Wednesday, 27 September 2017

DIa 54 - Delta

Continuando a nossa sequência de dias a acordar a horas ridículas, pouco passava das sete da manhã e já estávamos num autocarro a caminho do delta do rio Mekong. Duas diferenças em relação ao autocarro que nos levou a Bai Tu Long Bay - a viagem foi de hora e meia em vez de cinco e tínhamos nove lugares só para nós os dois, permitindo todo um nível de refastelamento nunca antes visto. Já Ut, o nosso guia, é tão simpático quanto conversador - um ponto positivo para o resto do dia, mas não entre as sete e as oito e meia da manhã, quando me apetecia tanto conversar como arrancar todos os pêlos da minha perna esquerda, um a um, com uma pinça. A paragem numa estação de serviço para o pequeno almoço (café gelado e bolos de uma pastelaria típica que, talvez em parte por estarmos a morrer de fome, nos souberam melhor do que qualquer pequeno-almoço vietnamita até hoje) fez-nos sentir ligeiramente mais humanos.


A chegada ao barco que nos ia levar a conhecer o rio não me deixou boquiaberto.
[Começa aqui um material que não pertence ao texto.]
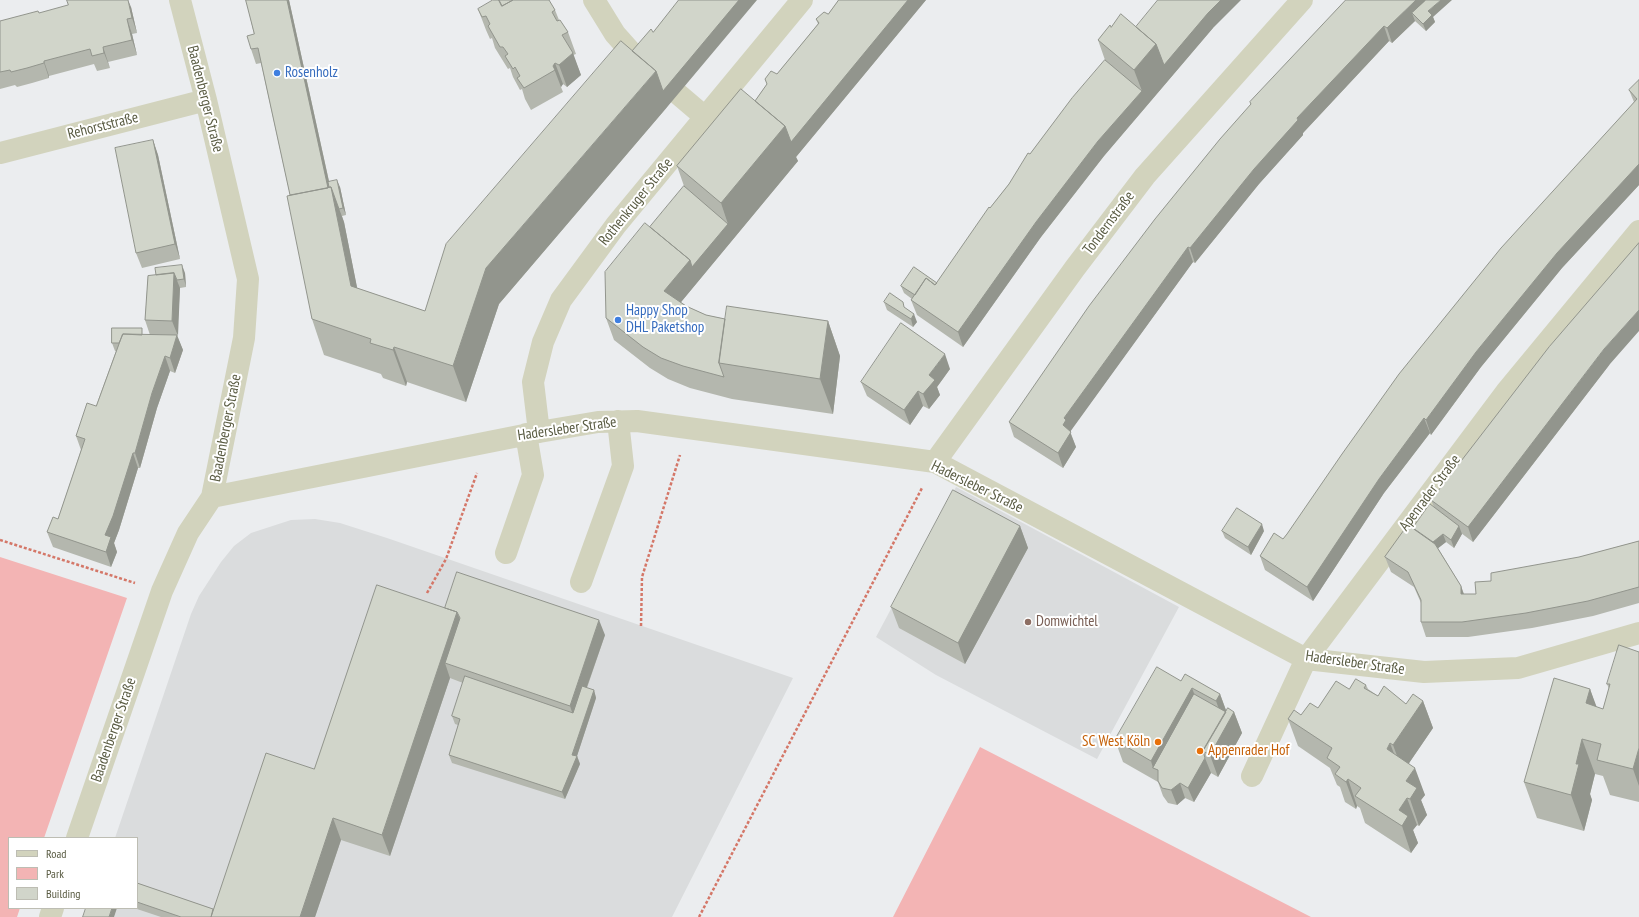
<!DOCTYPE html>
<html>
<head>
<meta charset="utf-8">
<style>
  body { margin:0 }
  #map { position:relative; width:1639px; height:917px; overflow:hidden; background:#ebedef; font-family:"PT Sans Narrow",sans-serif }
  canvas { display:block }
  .legend { position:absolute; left:8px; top:837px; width:130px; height:72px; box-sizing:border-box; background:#fff; border:1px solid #bdbdb3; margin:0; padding:5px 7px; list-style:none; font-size:12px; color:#595b42 }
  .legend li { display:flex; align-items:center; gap:8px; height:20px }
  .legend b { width:20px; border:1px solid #bdbdb3 }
</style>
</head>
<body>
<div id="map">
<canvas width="1639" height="917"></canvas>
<ul class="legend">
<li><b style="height:5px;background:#d2d3bd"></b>Road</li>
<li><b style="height:11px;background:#f3b4b4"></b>Park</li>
<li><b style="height:11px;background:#d1d5ca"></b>Building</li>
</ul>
</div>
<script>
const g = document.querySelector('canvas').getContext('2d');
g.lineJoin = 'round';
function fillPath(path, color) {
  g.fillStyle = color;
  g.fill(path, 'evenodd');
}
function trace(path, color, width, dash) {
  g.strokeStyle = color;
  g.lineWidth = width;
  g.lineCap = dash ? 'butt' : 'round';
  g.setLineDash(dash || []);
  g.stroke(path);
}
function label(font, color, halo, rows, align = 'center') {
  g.font = font + ' "PT Sans Narrow",sans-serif';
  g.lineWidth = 4;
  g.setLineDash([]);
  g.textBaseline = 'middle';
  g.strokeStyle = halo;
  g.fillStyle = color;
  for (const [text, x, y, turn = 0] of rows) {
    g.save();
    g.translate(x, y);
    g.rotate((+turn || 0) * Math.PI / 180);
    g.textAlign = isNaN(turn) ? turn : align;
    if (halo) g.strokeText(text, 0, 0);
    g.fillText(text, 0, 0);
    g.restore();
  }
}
const education = new Path2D(`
  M 956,487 L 1179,607 L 1097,759 L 936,675 L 876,637 Z
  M 315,519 L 340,523 L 387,538 L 793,678 L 672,917 L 88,917 L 91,908 L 137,908 L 137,838 L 115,838 L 191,614 L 199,596 L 221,562 L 234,546 L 251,533 L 291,520 Z`);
const green = new Path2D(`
  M 0,557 L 127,598 L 44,838 L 9,838 L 9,908 L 20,908 L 17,917 L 0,917 Z
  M 980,747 L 1311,917 L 893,917 Z`);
const path = new Path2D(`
  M 0,540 L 135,583
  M 427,593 L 446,559 L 477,473
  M 641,626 L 642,577 L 680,455
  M 699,917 L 922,488`);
const minor = new Path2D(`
  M 594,0 L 615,34 L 640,62
  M 678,94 L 705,117
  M 0,153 L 206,100
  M 539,432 L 533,382 L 543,342 L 561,300 L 616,225 L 802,0
  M 935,462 L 1075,268 L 1145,176 L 1302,0
  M 212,497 L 539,432 L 598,422 L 637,421 L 935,462 L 1306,659 L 1424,672 L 1518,668 L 1639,633
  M 506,553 L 533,475 L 526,434
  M 581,582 L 623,466 L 618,421
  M 1252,776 L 1306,659 L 1506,392 L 1639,231
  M 77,838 L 162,591 L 188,533 L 212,497 L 244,338 L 248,279 L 206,100 L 180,0
  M 50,917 L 53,908`);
const wall = new Path2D(`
  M 246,0 L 289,0 L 295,27 L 329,181 L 340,187 L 346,215 L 342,216 L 344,222 L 357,288 L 425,311 L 668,106 L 499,304 L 466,402 L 407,382 L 406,386 L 383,378 L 381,374 L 324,355 L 312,319 L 290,195 L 261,63 L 256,64 L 251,49 L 254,34 Z
  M 839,0 L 926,0 L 796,157 L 798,161 L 681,302 L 686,306 L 706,315 L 725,319 L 828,321 L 840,356 L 833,414 L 732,399 L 690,388 L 668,379 L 650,368 L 614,340 L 606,318 L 650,227 L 684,186 L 677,166 L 755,101 L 767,84 L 765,79 L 777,74 L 818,24 L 816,19 L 828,14 Z
  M 1346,0 L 1433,17 L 1435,22 L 1426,31 L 1415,21 L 1392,43 L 1389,41 L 1303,133 L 1303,135 L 1259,184 L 1195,263 L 1193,262 L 1070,431 L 1076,447 L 1063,468 L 1014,437 L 1009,422 L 1251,105 L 1250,102 Z
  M 131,7 L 137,33 L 132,34 L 137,55 L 108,62 L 110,68 L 97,71 L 94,64 L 49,76 L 49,78 L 32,83 L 17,87 L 15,85 L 0,89 L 0,21 L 39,13 Z
  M 478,9 L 555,10 L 559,20 L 568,32 L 576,54 L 573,55 L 581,75 L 567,87 L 563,84 L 561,87 L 563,92 L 531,110 L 525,99 L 522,89 L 520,90 L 513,77 L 510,68 L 508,69 L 495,48 L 492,38 L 490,39 L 486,30 Z
  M 1111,27 L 1136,27 L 1213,28 L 1104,156 L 1041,237 L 963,347 L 917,315 L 911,300 L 912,299 L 904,293 L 901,286 L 937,283 L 990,208 L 1009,184 L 1030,154 L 1105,60 L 1098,40 Z
  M 1639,80 L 1639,185 L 1562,268 L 1481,367 L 1431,435 L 1430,433 L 1384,493 L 1313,601 L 1265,570 L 1260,556 L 1283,539 L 1287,534 L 1634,102 L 1629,90 Z
  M 153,140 L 158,155 L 180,259 L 142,268 L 136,253 Z
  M 185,273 L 186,287 L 180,288 L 177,336 L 183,350 L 175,373 L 170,371 L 157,408 L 140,468 L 138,468 L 119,530 L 114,543 L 117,552 L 111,567 L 53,547 L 47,532 L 58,519 L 81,450 L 76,436 L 96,406 L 116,351 L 115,351 L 112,343 L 145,335 L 150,335 L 145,320 L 148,276 Z
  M 884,302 L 917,322 L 913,327 L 887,310 Z
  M 1610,364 L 1473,542 L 1461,533 L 1462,534 L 1454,548 L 1446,542 L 1438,548 L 1461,586 L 1464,594 L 1476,594 L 1491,581 L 1639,541 L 1639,603 L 1593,616 L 1532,628 L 1468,637 L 1426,637 L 1421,622 L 1421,603 L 1414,587 L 1391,572 L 1385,557 L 1434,507 L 1431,500 Z
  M 950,369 L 937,387 L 940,395 L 929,409 L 923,406 L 910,425 L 867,396 L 861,382 Z
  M 1020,526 L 1028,548 L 965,664 L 899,628 L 891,607 Z
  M 1222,531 L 1264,531 L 1251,555 L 1225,538 Z
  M 445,608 L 605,635 L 587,688 L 594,690 L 596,698 L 577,756 L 580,764 L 565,799 L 452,763 L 449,755 L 458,725 L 455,724 L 452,716 L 463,683 L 450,678 L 390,856 L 341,840 L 315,917 L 161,917 L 134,908 L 137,908 L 137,883 L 213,909 L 314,769 Z
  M 1639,652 L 1639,802 L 1610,795 L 1603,776 L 1595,774 L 1590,794 L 1592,800 L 1584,831 L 1537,818 L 1524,782 L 1590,689 L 1596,707 L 1603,709 L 1609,689 L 1607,684 Z
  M 1181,681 L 1220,694 L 1226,710 L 1234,712 L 1242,733 L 1218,777 L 1211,773 L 1194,802 L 1185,798 L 1177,805 L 1168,803 L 1163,796 L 1158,782 L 1123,762 L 1115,740 Z
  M 1366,685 L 1368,689 L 1378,696 L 1406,704 L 1423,701 L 1433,728 L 1409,763 L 1425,795 L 1421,800 L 1427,815 L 1419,826 L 1417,825 L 1413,830 L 1418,843 L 1411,853 L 1365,823 L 1360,808 L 1357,806 L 1356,809 L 1345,802 L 1340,787 L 1337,785 L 1330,768 L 1298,746 L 1288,719 L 1301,715 L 1318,708 L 1349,689 Z`);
const shadedWall = new Path2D(`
  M 128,0 L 131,7 L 137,33 L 132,18 Z
  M 287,0 L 289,0 L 295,27 L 335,209 L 332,208 Z
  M 739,0 L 757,0 L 668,106 L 499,304 L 466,402 L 453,366 L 486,268 L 656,71 Z
  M 908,0 L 926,0 L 796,157 L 798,161 L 672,313 L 664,291 L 690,260 L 728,224 L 721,203 L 785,126 Z
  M 1221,0 L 1241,0 L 1213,28 L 1104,156 L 1041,237 L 963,347 L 958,332 L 1036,222 L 1098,141 L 1142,91 L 1134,70 L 1156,44 L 1208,13 Z
  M 1416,0 L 1437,0 L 1412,13 L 1415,21 L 1392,43 L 1387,28 Z
  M 1441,0 L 1452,0 L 1433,17 L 1435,22 L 1426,31 L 1423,24 L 1428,11 Z
  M 127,19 L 132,34 L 137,55 L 132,40 Z
  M 1384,26 L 1389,41 L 1303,133 L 1303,135 L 1259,184 L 1195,263 L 1190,248 L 1254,169 L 1297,118 Z
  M 103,47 L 110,68 L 104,53 Z
  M 573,53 L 581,75 L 567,87 L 559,65 Z
  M 44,61 L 49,76 L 49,78 L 44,63 Z
  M 555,63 L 563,84 L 561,87 L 553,66 Z
  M 153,140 L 158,155 L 180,259 L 175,244 Z
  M 1639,164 L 1639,185 L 1562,268 L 1481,367 L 1431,435 L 1426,420 L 1476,352 L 1557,253 Z
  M 337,180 L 340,187 L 346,215 L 343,208 Z
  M 331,187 L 344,222 L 364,322 L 351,286 Z
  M 1188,247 L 1193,262 L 1070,432 L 1076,447 L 1063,468 L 1058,453 L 1064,418 Z
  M 182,265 L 185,273 L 186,287 L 184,279 Z
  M 174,273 L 180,288 L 178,336 L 172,321 Z
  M 1639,310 L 1639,331 L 1610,364 L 1473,542 L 1468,527 L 1604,349 Z
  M 914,314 L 917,322 L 913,327 L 911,319 Z
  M 828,321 L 840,356 L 833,414 L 820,379 Z
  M 177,335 L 183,350 L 175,373 L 170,358 Z
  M 394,347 L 407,382 L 406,386 L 393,350 Z
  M 945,354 L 950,369 L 937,387 L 940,395 L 929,409 L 923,394 L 929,375 Z
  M 165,356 L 170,371 L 157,408 L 140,468 L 135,453 L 152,393 Z
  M 918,391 L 923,406 L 910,425 L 904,410 Z
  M 1424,418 L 1430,433 L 1384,493 L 1313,601 L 1307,587 L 1379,479 Z
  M 133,453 L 138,468 L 119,530 L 114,543 L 117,552 L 111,567 L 106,552 L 105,535 Z
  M 1262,524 L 1264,531 L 1251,555 L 1248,547 Z
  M 1020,526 L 1028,548 L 965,664 L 958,643 Z
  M 1459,526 L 1462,534 L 1454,548 L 1451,540 Z
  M 1443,534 L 1446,542 L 1432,553 L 1429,545 Z
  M 1461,586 L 1466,601 L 1461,594 Z
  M 457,612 L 465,633 L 445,663 L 450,678 L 390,856 L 382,835 Z
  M 599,620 L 605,635 L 575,721 L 570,706 Z
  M 1192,688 L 1200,709 L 1158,770 L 1153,768 L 1151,761 Z
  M 1590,689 L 1603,724 L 1586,703 Z
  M 594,690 L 596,698 L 577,756 L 580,764 L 565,799 L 562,792 L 572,755 Z
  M 1220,694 L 1228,716 L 1224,723 L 1216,701 Z
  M 1423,701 L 1433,728 L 1403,772 L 1393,745 Z
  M 1234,712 L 1242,733 L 1218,777 L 1210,755 Z
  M 1582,739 L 1595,774 L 1590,794 L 1592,800 L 1584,831 L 1571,795 L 1576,764 Z
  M 1390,743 L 1400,770 L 1387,749 Z
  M 1639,748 L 1639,786 L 1633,769 Z
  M 1205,758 L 1211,773 L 1194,802 L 1188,788 Z
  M 1415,768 L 1425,795 L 1421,800 L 1427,815 L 1419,826 L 1410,799 L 1406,781 Z
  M 1348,779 L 1357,806 L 1356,809 L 1346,782 Z
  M 1180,783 L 1185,798 L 1177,805 L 1171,790 Z
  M 1407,798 L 1417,825 L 1413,830 L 1418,843 L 1411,853 L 1402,826 L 1399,810 Z
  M 333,818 L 341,840 L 315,917 L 300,917 Z
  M 112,908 L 117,908 L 114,917 L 109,917 Z`);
const building = new Path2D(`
  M 67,0 L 128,0 L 132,18 L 127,19 L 132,40 L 103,47 L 104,53 L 92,56 L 90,49 L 44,61 L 44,63 L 27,68 L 11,72 L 10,70 L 0,72 L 0,21 L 38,11 L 39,13 L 68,5 Z
  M 246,0 L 287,0 L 328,188 L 290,195 L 258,48 L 251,49 L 247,36 L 254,34 Z
  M 493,0 L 499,0 L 502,6 L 513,0 L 549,0 L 555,10 L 552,12 L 557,21 L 560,20 L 568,32 L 562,35 L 573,53 L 559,65 L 555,63 L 553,66 L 555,70 L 524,88 L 517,78 L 520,76 L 515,67 L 513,69 L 505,56 L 508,54 L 503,47 L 500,47 L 488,26 L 490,24 L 486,16 L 482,17 L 478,9 Z
  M 499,0 L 513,0 L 502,6 Z
  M 679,0 L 739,0 L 663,91 L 656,71 L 632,51 L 651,29 L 653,32 Z
  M 839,0 L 908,0 L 791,142 L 785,126 L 755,101 L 767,84 L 765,79 L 771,71 L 777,74 L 819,23 L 816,19 L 824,12 L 828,14 Z
  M 1158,0 L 1221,0 L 1208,13 L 1164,65 L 1156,44 L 1136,27 Z
  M 1346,0 L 1416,0 L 1387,28 L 1384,26 L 1297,118 L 1298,120 L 1254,169 L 1190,248 L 1188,247 L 1064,418 L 1066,420 L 1063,425 L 1071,432 L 1058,453 L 1009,422 L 1089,306 L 1155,219 L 1220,139 L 1251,104 L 1250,102 Z
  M 1426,0 L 1441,0 L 1428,11 L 1432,15 L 1423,24 L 1412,13 Z
  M 1121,14 L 1156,44 L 1134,70 L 1098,40 L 1110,25 L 1111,27 Z
  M 621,41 L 656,71 L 486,268 L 453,366 L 394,347 L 393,350 L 370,343 L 371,339 L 312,319 L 287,196 L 331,187 L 351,286 L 425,311 L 446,244 Z
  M 1105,60 L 1142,91 L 1098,141 L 1036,222 L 958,332 L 911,300 L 926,278 L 935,285 L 989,207 L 990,208 L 1009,184 L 1028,153 L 1030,154 L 1072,98 Z
  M 1639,80 L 1639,164 L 1557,253 L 1476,352 L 1426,420 L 1424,418 L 1379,479 L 1307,587 L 1260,556 L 1274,533 L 1283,539 L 1287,534 L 1342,454 L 1399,374 L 1501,248 L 1637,99 L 1629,90 Z
  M 741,89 L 785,126 L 721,203 L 677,166 Z
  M 153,140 L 175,244 L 136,253 L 115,148 Z
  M 337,180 L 343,208 L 339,209 L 331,187 L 329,187 L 328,182 Z
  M 684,186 L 728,224 L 692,267 L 690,260 L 650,227 Z
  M 645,223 L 690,260 L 664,291 L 686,306 L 706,315 L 725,319 L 719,363 L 724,377 L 683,366 L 661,358 L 643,347 L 606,318 L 605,272 Z
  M 1639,243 L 1639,310 L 1604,349 L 1468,527 L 1431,500 L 1549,347 Z
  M 182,265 L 184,279 L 177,280 L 174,273 L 156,275 L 155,268 Z
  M 914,267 L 937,283 L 935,285 L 926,278 L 915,295 L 901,286 Z
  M 174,273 L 172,321 L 145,320 L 148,276 Z
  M 890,293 L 903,302 L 904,307 L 914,314 L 911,319 L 884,302 Z
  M 727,306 L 828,321 L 820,379 L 719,363 Z
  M 901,323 L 945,354 L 929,375 L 935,380 L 923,394 L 918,391 L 904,410 L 861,382 Z
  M 112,328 L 142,328 L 142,335 L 123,334 L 119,343 L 112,343 Z
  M 123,334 L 177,335 L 170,358 L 165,356 L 152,393 L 135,453 L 133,453 L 113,516 L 105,535 L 111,537 L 106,552 L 47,532 L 53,517 L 58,519 L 85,439 L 76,436 L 87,403 L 96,406 Z
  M 953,490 L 1020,526 L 958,643 L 891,607 Z
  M 1430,504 L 1459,526 L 1451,540 L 1443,534 L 1433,542 L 1413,528 Z
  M 1237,508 L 1262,524 L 1248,547 L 1222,531 Z
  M 1408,525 L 1435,544 L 1461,586 L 1461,594 L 1476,594 L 1475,582 L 1491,581 L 1491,573 L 1579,557 L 1639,541 L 1639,587 L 1588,601 L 1526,613 L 1462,622 L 1421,622 L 1421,600 L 1408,572 L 1385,557 Z
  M 457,572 L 599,620 L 570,706 L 445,663 L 460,618 L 457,612 L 445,608 Z
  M 377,585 L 457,612 L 382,835 L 333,818 L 300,917 L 211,917 L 266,753 L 314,769 Z
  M 1619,645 L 1639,652 L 1639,748 L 1633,769 L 1597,760 L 1601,744 L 1582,739 L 1576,764 L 1579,764 L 1571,795 L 1524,782 L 1554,678 L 1590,689 L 1586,703 L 1603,709 L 1610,684 L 1607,684 Z
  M 1157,667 L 1181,681 L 1185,674 L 1220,694 L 1216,701 L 1192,688 L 1151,761 L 1115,740 Z
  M 465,676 L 573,713 L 582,686 L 594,690 L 572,755 L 577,756 L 562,792 L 449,755 L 460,719 L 452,716 Z
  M 1356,679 L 1366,685 L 1364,688 L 1378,696 L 1384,686 L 1406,704 L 1413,694 L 1423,701 L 1393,745 L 1390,743 L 1387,749 L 1415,768 L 1406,781 L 1417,788 L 1410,799 L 1407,798 L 1399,810 L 1408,816 L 1402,826 L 1355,796 L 1361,788 L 1348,779 L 1346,782 L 1335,774 L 1340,767 L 1327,758 L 1332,748 L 1288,719 L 1294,710 L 1301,715 L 1310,703 L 1318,708 L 1336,681 L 1349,689 Z
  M 1194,694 L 1226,712 L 1203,751 L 1205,758 L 1188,788 L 1180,783 L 1171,790 L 1162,788 L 1158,781 L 1158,770 L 1153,768 Z
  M 1228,708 L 1234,712 L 1210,755 L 1203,751 Z
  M 137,883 L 213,909 L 211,917 L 181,917 L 137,902 Z
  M 86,908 L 112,908 L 109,917 L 83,917 Z`);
const markers = [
  [277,73,4,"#3f7fe0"],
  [618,320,4,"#3f7fe0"],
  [1028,622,4,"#8d6e63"],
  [1158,742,4,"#e8710a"],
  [1200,751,4,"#e8710a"]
];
const shopNames = [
  ["Rosenholz",285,73],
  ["Happy Shop",626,311],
  ["DHL Paketshop",626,328]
];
const streetNames = [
  ["Baadenberger Straße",205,99,76],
  ["Rehorststraße",103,126,-14],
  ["Rothenkruger Straße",636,202,-51],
  ["Tondernstraße",1109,223,-53],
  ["Baadenberger Straße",226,428,-79],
  ["Hadersleber Straße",567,429,-8],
  ["Hadersleber Straße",977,487,26],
  ["Apenrader Straße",1430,493,-53],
  ["Hadersleber Straße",1355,663,8],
  ["Baadenberger Straße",114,730,-71]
];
const educationNames = [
  ["Domwichtel",1036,622]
];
const foodNames = [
  ["SC West Köln",1150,742],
  ["Appenrader Hof",1208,751,"left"]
];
fillPath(education, '#dadcdd');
fillPath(green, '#f3b4b4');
trace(path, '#d47768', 2.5, [3, 2]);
trace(minor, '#d2d3bd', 22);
fillPath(wall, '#b4b7ae');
fillPath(shadedWall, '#92958d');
fillPath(building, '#d1d5ca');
trace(building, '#92958d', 1);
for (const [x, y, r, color] of markers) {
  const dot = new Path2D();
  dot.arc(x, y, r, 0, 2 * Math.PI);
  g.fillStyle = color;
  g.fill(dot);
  trace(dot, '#fff', 1.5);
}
label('15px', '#366cbe', '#fff', shopNames, 'left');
label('15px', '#595b42', '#fff', streetNames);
label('15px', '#785e54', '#fff', educationNames, 'left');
label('15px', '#c56008', '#fff', foodNames, 'right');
</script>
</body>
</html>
Apesar de bonita, a paisagem que nos rodeava fica aquém das backwaters de Kerala, do delta do rio Tigre na Argentina ou da intersecção entre o rio Trancão e o Tejo - os três outros sítios do género que me vêm à memória. No entanto, passadas algumas horas a observar pessoas a descascar e limpar cocos e a fabricar utensílios a partir do resto da planta (usada para fazer tudo por estes lados, desde vassouras a telhados de casas) fez-nos perceber que mais do que a paisagem, o delta do rio Mekong é um sítio vivo e dinâmico, onde dezoito milhões de Vietnamitas continuam a viver do que o rio lhes dá - desde a pesca a nós, turistas, passando pelos cocos e bananas que crescem abundantemente nas margens.


Ao chegarmos à casa onde ficaremos a dormir devorámos o almoço preparado pela nossa anfitriã e descansámos meia hora (que para mim foram cinco minutos, visto que passei o resto do tempo a ler o artigo da Wikipedia sobre a “Tet Offensive” na guerra do Vietname) antes de explorarmos as redondezas de bicicleta. Antes de pegarmos nas ditas tivemos de apanhar uma boleia de mota e de ferry boat, uma maneira extremamente popular de atravessar os milhares de rios que compõem o delta, onde mais uma vez oportunidades para tirar fotografias de crianças minúsculas em scooters não faltaram.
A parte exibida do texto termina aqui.